Something like this:
if (_pendingBreakpoints.TryGetValue(currentScriptFile, out var bpsInThisScript) && bpsInThisScript.IsEmpty) {
_pendingBreakpoints.TryRemoveValue(currentScriptFile, out _);
}
Unfortunately the first line is not atomic, so there is a race condition between the first line and the second. If someone added breakpoint right after we checked the count, in theory we could lose breakpoints.

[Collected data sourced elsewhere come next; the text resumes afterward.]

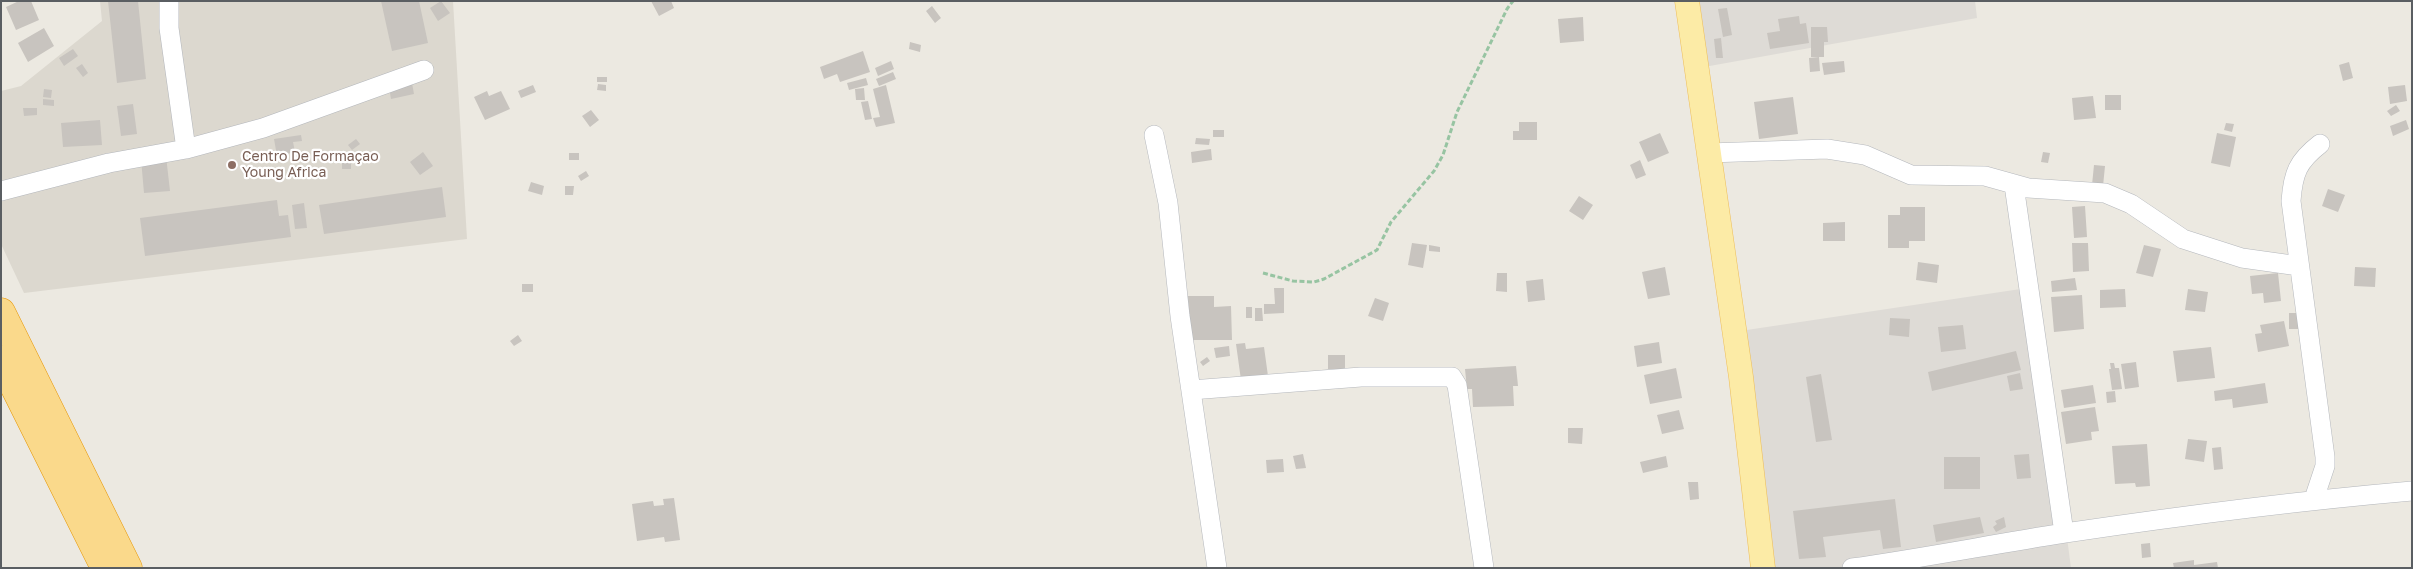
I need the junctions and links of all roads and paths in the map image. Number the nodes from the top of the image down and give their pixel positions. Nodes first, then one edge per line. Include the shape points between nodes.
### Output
1 (169, 1) edge
2 (1513, 1) edge
3 (1687, 1) edge
4 (424, 70) dead end
5 (1154, 135) dead end
6 (2320, 144) dead end
7 (186, 149) junction
8 (1709, 153) junction
9 (2014, 185) junction
10 (1, 191) edge
11 (2299, 266) junction
12 (1263, 274) dead end
13 (1, 312) edge
14 (1, 360) edge
15 (1191, 390) junction
16 (2412, 491) edge
17 (2314, 499) junction
18 (2064, 533) junction
19 (105, 568) edge
20 (128, 568) edge
21 (1217, 568) edge
22 (1484, 568) edge
23 (1763, 568) edge
24 (1852, 568) edge

1 - 7 street via 169,28
2 - 12 path via 1457,112 1443,155 1434,171 1390,222 1377,250 1314,282
3 - 8 main road
4 - 7 street via 263,128
5 - 15 street via 1168,203
6 - 11 street via 2305,155 2292,186
7 - 10 street via 109,163
8 - 9 street via 1827,149 1865,155 1911,176 1985,176
8 - 23 main road via 1741,377
9 - 11 street via 2042,190 2105,193 2131,204 2183,239 2242,258
9 - 18 street
11 - 17 street via 2325,457
13 - 20 highway
14 - 19 highway
15 - 21 street
15 - 22 street via 1361,377 1452,377 1457,385
16 - 17 street
17 - 18 street
18 - 24 street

This seems like a rare condition and can be solved in few ways.
What I did here is that I simply leave the key in the dictionary. This means 1 extra string + empty concurrent dictionary is left in memory, for each file that had breakpoints. I am guessing there are rarely more than 100 distinct files with breakpoints per powershell session, so this seems okay-ish. But still dirty.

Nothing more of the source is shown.